I did develop neuropathy in the hands, fingers, balls of the feet to the toes. Sensitivity was dulled but I never lost feeling in the extremities. I always was ambulatory but did experience a loss of spatial awareness at times of where my feet were and occasionally caught the tips of my shoes when walking. I also noticed times where I was unable to walk in a straight line and tended to drift to the right. My hands and fingers cleared first followed by decreased sensitivity to cold which then resolved. That was close to one year. The feet took considerably longer. There was no improvement until 2.5 years after finishing chemo. The feet eventually resolved after 7.5 years.

Would you please share which gene mutation you have?
I understand from my visit last week at JH most extraordinary responders have BRCA .
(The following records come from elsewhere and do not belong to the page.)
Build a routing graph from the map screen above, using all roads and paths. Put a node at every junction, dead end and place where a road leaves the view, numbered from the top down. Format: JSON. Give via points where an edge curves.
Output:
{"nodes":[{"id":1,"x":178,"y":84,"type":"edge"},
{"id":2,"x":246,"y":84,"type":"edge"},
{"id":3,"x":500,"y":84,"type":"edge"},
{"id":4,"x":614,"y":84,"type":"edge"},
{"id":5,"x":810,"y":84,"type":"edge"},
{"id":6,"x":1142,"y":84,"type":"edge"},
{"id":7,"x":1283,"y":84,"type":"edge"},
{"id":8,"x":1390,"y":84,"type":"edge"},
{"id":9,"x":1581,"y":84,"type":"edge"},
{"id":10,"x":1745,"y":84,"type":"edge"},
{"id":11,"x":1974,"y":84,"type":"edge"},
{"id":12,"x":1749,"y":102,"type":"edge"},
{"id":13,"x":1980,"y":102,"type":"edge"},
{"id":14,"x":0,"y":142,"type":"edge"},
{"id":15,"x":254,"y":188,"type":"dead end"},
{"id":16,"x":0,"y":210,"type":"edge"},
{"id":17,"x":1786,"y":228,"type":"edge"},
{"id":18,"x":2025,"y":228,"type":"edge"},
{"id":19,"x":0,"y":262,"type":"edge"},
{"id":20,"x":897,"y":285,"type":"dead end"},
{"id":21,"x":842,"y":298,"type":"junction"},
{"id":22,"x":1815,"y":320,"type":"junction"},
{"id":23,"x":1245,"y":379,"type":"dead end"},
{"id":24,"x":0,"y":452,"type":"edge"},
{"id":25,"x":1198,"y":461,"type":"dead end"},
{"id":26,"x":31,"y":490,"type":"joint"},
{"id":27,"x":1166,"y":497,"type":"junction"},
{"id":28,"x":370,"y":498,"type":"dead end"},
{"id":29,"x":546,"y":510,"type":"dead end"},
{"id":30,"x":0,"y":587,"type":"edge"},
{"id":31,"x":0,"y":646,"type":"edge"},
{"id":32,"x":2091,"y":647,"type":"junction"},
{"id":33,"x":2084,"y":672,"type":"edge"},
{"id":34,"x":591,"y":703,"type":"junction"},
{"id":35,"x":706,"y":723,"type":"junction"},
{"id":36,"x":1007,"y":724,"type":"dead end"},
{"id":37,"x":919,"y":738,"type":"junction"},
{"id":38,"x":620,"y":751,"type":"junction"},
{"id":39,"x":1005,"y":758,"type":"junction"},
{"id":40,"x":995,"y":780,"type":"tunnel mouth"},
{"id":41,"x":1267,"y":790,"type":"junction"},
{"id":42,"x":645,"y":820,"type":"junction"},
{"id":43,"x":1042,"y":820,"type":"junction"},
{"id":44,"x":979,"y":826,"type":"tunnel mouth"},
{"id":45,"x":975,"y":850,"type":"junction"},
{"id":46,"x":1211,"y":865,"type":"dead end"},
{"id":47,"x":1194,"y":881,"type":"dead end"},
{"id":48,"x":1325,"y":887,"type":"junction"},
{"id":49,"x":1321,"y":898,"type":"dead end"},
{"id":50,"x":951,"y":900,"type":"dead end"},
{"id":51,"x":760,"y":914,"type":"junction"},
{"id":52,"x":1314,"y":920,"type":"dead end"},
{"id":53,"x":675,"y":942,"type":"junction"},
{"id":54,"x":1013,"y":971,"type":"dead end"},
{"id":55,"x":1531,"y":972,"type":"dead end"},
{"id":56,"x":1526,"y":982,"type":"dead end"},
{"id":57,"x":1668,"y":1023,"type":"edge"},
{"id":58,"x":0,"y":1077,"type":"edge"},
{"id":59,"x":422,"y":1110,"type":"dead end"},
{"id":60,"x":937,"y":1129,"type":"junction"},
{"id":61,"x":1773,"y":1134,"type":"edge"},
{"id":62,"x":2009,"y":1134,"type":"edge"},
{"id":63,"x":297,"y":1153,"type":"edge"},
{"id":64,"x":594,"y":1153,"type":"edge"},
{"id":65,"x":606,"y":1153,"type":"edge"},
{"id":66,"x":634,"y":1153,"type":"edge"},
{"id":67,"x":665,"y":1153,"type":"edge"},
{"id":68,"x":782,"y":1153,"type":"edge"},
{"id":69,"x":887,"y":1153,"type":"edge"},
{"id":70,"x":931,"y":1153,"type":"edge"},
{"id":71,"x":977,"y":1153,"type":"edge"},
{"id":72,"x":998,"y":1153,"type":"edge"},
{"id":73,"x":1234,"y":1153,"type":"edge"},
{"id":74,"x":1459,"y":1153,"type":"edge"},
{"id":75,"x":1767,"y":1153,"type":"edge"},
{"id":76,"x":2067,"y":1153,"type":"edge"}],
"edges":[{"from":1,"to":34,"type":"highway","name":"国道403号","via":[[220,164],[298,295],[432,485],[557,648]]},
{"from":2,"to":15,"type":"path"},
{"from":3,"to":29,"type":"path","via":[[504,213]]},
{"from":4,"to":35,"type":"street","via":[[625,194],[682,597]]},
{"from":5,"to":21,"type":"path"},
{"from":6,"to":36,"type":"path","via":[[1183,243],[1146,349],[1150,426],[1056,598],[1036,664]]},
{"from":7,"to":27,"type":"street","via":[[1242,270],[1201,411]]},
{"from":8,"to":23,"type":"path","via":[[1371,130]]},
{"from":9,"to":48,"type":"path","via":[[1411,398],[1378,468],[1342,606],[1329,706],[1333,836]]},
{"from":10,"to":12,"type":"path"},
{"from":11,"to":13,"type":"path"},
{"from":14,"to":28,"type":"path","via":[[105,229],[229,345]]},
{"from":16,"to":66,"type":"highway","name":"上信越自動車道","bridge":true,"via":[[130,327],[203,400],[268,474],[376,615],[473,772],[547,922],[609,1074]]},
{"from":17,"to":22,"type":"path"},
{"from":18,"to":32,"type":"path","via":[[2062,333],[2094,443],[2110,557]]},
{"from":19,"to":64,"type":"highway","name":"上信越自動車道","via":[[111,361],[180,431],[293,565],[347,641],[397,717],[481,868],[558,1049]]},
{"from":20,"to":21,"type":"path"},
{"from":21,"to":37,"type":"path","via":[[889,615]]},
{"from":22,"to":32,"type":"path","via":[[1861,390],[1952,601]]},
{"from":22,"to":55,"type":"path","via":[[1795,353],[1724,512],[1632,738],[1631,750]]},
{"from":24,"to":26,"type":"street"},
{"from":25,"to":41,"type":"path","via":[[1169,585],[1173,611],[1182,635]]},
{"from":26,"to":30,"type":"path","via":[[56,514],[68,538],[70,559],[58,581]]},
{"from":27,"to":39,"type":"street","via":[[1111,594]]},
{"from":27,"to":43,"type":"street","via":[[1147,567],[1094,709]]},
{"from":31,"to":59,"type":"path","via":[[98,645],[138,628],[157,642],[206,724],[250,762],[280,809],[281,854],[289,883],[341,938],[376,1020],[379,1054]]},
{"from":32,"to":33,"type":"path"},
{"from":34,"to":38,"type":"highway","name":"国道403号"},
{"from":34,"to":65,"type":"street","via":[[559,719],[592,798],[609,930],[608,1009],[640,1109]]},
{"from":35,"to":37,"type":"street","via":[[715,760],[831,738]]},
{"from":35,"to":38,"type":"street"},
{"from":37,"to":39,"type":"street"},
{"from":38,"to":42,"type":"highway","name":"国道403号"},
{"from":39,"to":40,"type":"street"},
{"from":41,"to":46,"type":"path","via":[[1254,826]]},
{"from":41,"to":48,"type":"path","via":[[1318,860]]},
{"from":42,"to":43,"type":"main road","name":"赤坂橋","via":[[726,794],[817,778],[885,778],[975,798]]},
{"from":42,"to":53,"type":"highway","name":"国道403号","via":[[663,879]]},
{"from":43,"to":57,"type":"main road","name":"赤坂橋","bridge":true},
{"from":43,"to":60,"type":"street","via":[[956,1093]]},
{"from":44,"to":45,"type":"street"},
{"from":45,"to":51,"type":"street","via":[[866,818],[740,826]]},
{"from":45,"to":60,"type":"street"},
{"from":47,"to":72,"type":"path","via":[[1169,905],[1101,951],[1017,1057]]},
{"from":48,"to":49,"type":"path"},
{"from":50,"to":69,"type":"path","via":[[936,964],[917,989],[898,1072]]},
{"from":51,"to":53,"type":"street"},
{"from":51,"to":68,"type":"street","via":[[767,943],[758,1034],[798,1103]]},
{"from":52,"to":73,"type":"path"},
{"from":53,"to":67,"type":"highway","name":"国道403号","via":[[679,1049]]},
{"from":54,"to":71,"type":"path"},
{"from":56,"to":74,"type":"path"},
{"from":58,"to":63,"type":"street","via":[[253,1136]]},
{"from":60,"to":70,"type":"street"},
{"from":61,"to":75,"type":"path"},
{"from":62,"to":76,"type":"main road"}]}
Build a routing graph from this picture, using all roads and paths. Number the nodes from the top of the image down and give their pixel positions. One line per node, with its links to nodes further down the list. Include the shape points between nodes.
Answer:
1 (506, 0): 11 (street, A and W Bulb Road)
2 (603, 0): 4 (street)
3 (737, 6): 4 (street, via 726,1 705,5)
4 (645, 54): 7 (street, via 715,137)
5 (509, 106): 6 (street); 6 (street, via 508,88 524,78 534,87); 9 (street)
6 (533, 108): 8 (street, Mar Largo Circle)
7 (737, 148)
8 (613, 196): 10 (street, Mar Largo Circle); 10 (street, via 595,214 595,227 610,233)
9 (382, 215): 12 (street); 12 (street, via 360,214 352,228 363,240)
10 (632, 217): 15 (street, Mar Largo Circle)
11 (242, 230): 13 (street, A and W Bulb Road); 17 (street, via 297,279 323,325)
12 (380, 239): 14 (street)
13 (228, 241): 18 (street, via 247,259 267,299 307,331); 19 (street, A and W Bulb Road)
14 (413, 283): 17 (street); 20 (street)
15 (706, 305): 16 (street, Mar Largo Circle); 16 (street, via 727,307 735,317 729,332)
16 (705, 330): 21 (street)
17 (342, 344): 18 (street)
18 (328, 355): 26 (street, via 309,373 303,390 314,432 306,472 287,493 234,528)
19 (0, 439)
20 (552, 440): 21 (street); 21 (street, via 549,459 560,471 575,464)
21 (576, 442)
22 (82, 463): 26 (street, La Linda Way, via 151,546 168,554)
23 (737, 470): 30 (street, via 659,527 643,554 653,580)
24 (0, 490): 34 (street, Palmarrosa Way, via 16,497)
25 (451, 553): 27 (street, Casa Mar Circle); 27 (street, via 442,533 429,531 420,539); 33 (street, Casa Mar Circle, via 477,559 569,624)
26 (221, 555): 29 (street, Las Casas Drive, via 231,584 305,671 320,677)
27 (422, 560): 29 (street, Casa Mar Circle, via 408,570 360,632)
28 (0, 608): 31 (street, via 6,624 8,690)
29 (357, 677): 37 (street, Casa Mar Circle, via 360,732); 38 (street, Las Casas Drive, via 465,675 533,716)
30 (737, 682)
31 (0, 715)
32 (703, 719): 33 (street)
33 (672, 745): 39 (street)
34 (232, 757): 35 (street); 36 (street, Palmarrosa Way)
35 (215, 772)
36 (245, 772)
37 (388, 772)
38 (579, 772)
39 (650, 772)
This is very interesting. I was diagnosed with stage 4 pancreatic adenocarcinoma in March after developing a side stitch that wouldn’t go away after a run in January. My doctor has me on Nalirifox which is a variation of mFolfirinox using liposomal irinotecan instead of the irinotecan. I don’t fall into your age range as I turned 59 shortly after my diagnosis but I was a distance runner, non-smoker and always been in great health with a family history of longevity. I have only had 6 chemo sessions so far and my doctor is pleased with its results so far and my side effects have been manageable. Alas, I have no genetic mutation so a lot of the trials and target therapies are out for me. I do trust my oncologist and I know he is wanting to save my life or at least give me as long as possible. I just can’t believe a year ago I was training for my next race and my husband and I planning retirement. Your story is inspiring and and I will continue to hold on to hope.

(g)BRCA2.

Camille Moses did not have any detectable mutations in her PDAC tumor and is an exceptional responder. She is an 11 year survivor like me. I spoke on the phone with her last Friday. Was never eligible for surgery. Has a fully functioning, intact pancreas and takes no medications.
https://seenamagowitzfoundation.org/camille-moses-pancreatic-cancer-survivor/

I am curious why your doctor chose to give you the lipsomal irinotecan? Are you at a teaching hospital or is this due to drug shortages?